Data shown section start

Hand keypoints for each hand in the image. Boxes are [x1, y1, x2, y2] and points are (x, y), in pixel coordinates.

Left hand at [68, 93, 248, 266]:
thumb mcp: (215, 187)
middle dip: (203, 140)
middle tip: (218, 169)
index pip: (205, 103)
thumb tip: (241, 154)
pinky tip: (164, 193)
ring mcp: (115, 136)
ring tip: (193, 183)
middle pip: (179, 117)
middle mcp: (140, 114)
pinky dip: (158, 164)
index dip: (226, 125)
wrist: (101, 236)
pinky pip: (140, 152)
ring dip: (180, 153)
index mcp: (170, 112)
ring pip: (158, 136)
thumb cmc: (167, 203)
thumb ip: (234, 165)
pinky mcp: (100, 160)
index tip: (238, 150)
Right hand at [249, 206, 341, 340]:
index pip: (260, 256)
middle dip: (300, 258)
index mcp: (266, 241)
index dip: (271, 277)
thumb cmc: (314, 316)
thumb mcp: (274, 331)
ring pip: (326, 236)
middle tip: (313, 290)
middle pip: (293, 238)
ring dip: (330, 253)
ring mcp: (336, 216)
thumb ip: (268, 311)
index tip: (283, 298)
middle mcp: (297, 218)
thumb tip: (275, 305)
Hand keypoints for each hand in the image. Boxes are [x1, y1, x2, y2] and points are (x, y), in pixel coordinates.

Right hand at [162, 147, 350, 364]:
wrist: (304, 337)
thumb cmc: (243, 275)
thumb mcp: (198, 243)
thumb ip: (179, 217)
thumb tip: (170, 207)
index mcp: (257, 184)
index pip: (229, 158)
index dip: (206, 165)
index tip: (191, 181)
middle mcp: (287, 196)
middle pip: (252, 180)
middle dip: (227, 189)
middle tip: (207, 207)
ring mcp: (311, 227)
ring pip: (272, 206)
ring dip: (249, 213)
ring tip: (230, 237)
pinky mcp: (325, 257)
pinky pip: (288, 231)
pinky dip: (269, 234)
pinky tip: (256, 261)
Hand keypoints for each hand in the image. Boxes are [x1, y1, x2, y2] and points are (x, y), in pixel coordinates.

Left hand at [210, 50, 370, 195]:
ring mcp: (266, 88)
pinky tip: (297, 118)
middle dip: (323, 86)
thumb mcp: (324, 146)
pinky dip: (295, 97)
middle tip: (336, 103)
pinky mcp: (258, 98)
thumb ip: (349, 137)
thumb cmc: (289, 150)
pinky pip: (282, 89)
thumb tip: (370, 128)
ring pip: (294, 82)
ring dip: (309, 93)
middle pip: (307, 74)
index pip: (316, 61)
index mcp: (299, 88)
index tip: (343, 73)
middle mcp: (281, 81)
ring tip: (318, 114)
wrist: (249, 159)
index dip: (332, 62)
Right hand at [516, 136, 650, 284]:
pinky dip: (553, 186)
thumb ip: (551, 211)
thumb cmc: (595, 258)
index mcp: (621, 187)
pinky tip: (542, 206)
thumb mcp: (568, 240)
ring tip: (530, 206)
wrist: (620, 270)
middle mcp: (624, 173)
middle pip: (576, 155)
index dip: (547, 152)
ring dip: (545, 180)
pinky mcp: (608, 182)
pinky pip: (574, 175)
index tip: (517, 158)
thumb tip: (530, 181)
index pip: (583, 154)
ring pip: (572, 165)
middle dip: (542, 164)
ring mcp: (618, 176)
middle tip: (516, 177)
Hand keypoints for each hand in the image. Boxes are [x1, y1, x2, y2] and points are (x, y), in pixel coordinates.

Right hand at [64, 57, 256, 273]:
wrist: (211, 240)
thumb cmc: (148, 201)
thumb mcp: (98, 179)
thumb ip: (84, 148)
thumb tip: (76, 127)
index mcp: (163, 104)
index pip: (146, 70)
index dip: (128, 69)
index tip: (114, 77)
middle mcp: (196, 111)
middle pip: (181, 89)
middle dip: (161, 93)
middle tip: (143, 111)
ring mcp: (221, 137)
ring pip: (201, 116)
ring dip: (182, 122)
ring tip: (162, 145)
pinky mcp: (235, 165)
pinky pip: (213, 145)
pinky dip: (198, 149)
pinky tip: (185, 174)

Data shown section end
Data shown section start

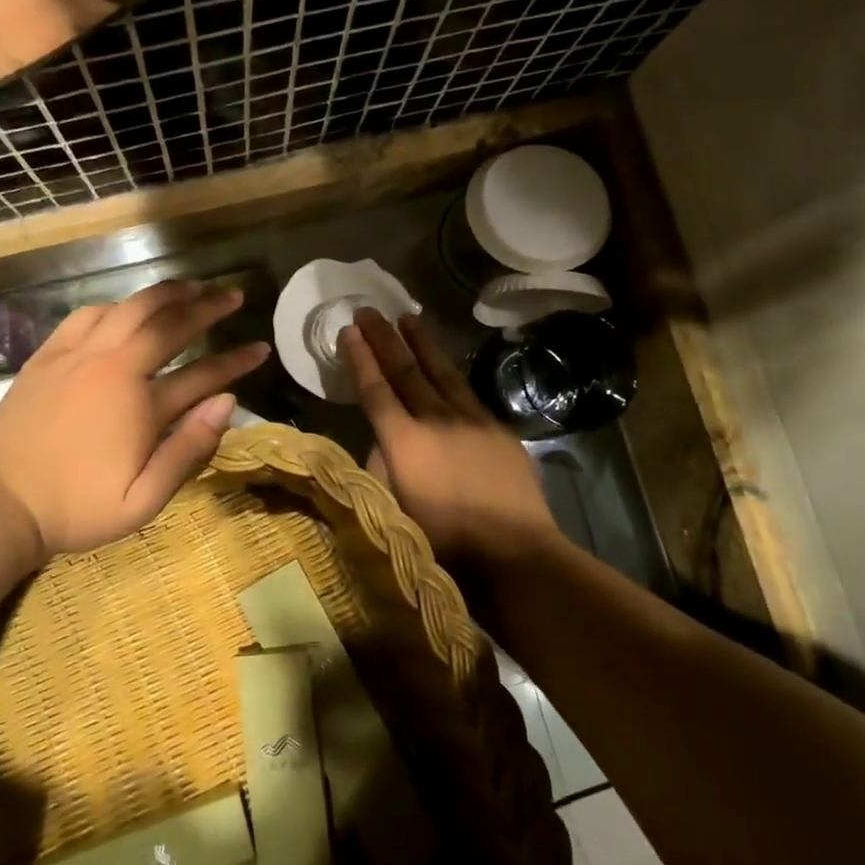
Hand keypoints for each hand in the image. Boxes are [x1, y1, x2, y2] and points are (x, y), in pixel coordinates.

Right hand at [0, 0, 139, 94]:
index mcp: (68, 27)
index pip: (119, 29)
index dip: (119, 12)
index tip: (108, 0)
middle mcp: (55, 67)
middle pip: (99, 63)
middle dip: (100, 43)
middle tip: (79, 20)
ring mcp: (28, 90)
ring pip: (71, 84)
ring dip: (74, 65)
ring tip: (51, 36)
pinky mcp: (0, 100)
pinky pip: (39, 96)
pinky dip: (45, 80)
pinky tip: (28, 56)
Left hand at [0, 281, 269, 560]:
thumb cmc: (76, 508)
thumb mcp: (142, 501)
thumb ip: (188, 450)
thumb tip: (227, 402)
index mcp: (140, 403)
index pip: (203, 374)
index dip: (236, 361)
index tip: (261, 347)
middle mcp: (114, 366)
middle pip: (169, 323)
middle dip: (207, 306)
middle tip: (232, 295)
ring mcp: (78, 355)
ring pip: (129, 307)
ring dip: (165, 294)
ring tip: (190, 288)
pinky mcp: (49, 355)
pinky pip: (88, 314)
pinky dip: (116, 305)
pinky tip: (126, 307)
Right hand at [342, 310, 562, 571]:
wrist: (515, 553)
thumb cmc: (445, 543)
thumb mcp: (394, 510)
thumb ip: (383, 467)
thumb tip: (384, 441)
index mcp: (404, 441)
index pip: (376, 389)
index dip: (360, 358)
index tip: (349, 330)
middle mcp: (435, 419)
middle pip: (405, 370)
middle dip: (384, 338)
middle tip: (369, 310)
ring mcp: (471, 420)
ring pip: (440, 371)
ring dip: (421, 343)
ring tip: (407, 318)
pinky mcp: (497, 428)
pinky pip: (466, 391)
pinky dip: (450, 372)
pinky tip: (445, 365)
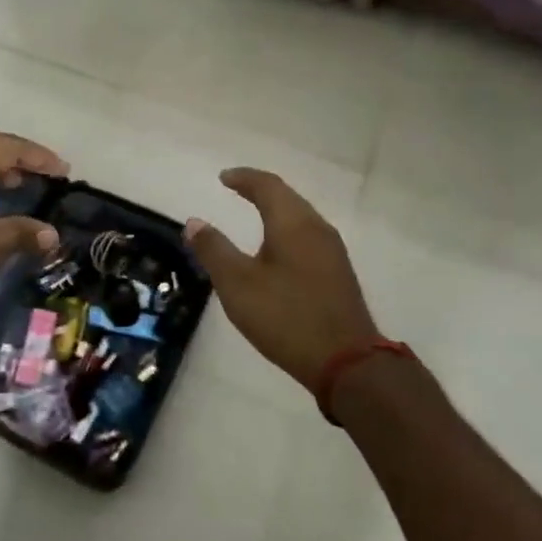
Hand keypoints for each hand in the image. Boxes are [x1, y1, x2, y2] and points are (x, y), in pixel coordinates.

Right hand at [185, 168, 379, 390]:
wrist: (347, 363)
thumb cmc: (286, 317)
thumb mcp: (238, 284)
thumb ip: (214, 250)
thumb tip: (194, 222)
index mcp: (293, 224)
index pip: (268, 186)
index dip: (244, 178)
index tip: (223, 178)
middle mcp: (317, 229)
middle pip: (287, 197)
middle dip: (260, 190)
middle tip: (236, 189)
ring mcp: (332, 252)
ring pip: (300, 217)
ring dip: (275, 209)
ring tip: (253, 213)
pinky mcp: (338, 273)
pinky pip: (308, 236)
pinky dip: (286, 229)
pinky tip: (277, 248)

Data shown section end
Data shown section start

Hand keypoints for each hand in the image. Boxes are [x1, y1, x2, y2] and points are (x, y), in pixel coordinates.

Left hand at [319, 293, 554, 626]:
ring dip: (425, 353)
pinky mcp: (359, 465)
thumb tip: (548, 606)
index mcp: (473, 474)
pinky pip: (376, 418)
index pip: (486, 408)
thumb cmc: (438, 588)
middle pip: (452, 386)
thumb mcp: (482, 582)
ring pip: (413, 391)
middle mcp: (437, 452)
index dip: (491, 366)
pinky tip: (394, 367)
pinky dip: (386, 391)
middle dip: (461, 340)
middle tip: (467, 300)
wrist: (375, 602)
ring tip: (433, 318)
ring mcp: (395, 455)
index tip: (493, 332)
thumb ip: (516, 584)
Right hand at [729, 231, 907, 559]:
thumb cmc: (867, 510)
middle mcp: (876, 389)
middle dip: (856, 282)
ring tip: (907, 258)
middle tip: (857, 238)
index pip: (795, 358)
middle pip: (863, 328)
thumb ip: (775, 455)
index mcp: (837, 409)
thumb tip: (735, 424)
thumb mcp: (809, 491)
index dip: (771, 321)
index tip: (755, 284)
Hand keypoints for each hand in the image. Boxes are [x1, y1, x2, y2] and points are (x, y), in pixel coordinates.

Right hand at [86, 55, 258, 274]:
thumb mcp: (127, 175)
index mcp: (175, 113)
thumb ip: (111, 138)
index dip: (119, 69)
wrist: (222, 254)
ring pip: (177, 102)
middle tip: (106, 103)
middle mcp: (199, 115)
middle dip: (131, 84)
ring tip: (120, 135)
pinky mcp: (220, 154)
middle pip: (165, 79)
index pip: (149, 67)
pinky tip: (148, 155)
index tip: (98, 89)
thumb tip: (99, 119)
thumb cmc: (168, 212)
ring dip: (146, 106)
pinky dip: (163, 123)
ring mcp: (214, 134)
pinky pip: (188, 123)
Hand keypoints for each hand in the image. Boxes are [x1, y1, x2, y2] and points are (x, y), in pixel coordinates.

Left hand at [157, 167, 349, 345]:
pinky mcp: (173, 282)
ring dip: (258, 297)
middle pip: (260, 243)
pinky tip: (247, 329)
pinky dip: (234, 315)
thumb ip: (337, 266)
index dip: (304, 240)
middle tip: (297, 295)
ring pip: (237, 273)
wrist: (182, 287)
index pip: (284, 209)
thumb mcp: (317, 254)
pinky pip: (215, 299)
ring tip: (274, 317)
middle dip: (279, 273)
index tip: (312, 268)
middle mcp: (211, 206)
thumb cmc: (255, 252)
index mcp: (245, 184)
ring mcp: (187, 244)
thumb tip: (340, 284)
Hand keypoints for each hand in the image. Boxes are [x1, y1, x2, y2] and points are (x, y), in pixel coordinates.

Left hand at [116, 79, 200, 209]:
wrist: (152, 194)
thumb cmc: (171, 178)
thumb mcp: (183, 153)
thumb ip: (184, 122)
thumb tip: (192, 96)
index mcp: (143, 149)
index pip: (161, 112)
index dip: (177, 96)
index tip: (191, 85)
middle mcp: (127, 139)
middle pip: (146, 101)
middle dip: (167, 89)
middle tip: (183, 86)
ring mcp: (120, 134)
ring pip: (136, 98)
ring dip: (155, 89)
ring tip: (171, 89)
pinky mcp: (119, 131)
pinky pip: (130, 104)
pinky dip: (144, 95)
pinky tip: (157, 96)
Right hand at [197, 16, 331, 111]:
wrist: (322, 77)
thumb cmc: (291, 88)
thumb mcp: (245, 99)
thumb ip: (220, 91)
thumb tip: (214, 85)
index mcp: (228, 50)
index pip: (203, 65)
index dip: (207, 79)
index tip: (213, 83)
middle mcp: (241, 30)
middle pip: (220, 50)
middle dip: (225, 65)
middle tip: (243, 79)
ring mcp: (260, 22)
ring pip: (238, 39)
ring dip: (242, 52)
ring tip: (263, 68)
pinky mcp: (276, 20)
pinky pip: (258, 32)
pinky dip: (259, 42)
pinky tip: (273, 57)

Data shown section end

Work item »
Each line that includes the word "Right" counts once; report how many such lines the entries have, and nothing else.

Answer to this task »
10